The Nvidia $3.4bn contract. Announced May 17 (referenced in the May 19 weekly): a 5-year contract that deploys air-cooled Blackwell at 60 MW in Childress, Texas, with deployment dated early 2027. The contract structure — Nvidia warrant coverage at $70, multi-year locked revenue, and explicit deployment milestones — is structurally different from the typical neocloud customer-concentration risk profile. Nvidia retaining warrant exposure aligns the supply-side incentive: Nvidia benefits directly if IREN execution succeeds.
The 8-K filing. IREN's May 11 8-K filing (alongside CoreWeave's 10-Q and HIVE Digital's 8-K on May 12) was one of three converted-miner filings in a single day — what we read as an institutional coordination signal across the cohort. The simultaneity is unlikely to be coincidence: it suggests the sector-wide repricing of crypto-mining capex as AI infrastructure is now being formally booked across multiple operators.

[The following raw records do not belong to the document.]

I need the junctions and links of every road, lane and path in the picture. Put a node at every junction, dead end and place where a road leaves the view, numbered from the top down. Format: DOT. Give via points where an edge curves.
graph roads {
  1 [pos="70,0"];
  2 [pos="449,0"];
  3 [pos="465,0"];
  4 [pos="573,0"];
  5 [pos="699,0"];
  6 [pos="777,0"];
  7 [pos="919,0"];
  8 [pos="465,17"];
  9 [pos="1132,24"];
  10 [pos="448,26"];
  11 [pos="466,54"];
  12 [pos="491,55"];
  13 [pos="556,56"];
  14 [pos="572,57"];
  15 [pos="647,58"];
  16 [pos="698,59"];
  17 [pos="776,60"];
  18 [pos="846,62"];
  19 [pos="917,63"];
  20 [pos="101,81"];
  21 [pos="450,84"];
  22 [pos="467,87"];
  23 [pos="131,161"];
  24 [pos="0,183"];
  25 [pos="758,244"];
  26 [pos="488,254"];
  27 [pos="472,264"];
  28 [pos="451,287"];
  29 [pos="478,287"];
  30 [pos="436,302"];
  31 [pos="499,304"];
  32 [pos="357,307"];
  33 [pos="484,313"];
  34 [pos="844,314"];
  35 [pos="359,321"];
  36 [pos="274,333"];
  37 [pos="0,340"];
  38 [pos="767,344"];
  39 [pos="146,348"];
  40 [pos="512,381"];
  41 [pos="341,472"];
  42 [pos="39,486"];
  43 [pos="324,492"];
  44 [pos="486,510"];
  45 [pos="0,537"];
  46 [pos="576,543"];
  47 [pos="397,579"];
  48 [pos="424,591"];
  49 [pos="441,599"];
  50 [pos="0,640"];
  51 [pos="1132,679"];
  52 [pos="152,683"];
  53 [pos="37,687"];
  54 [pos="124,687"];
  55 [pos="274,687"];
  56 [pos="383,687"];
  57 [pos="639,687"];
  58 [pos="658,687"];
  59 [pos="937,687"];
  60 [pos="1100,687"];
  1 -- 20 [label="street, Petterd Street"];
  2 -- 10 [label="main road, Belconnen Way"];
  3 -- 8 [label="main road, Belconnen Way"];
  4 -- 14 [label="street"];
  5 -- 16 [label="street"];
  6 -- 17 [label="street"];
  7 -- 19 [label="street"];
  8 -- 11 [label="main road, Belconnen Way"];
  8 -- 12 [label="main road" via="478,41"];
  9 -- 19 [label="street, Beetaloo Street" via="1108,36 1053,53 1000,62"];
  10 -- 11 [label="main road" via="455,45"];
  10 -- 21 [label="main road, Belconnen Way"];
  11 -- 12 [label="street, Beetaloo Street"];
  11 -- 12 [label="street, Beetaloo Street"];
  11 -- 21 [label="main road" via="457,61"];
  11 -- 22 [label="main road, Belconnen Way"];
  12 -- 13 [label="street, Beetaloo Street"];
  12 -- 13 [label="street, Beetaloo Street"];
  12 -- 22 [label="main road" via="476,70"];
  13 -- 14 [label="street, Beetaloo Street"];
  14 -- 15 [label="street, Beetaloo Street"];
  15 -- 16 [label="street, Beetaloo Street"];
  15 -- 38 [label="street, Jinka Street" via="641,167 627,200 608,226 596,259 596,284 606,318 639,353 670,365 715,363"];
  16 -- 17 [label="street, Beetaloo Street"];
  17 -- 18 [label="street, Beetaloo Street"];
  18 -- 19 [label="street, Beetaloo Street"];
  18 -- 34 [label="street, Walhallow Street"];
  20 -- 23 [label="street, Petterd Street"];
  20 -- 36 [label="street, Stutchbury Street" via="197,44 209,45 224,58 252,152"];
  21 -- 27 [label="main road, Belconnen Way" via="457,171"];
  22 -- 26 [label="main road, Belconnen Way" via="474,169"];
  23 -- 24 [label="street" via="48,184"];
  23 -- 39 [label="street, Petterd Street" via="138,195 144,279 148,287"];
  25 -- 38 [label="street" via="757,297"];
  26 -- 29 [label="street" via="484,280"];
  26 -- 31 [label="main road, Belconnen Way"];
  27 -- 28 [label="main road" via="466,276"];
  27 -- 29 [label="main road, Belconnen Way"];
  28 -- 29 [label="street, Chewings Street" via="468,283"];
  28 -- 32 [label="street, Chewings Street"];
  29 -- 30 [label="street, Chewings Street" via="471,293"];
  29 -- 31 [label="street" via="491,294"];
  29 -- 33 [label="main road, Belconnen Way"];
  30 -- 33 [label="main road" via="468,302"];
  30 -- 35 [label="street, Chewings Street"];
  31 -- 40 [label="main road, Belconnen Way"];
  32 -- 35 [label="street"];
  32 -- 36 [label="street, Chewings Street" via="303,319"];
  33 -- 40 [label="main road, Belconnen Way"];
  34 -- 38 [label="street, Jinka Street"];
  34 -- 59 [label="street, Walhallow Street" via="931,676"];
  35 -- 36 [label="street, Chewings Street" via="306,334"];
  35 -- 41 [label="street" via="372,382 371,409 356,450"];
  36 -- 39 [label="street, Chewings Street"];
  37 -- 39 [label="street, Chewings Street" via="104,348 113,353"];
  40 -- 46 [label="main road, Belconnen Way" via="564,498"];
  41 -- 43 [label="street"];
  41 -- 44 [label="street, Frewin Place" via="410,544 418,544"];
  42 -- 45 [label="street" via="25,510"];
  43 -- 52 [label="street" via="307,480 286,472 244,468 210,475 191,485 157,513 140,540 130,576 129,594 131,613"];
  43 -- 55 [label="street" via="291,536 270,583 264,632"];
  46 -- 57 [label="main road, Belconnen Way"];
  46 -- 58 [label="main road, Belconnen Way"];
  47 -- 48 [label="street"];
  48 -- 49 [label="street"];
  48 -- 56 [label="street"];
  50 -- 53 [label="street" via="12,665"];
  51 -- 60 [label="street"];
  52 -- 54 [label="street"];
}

The Spain expansion. Per the May 18 brief: IREN acquired 490 MW of secured grid power in Spain. The European geographic expansion is meaningful in the context of the H100 European bifurcation theme (Frankfurt $1.78/hr vs Madrid $10.11/hr): IREN is positioning capacity in the higher-margin tier of the European market just as that market is showing demand-driven structural recovery.
The pure-play crypto-to-AI grouping. In the May 19 weekly: "Long bias: operators of already-permitted, grid-connected capacity at scale — including pure-play power infrastructure (Vistra, Constellation, NRG), repurposed crypto-to-AI assets (CORZ, IREN, Hut 8, TeraWulf, Core Scientific)." IREN is the most-cited member of that group, partly because of the explicit Nvidia deal anchor and partly because of cleaner disclosure than several of its peers.
The composite picture: a name with a contracted multi-year Nvidia revenue base, pre-permitted power in both US (Texas) and Europe (Spain), supply-side alignment via Nvidia warrants, and inclusion in the highest-conviction grouping in our power-constraint thesis.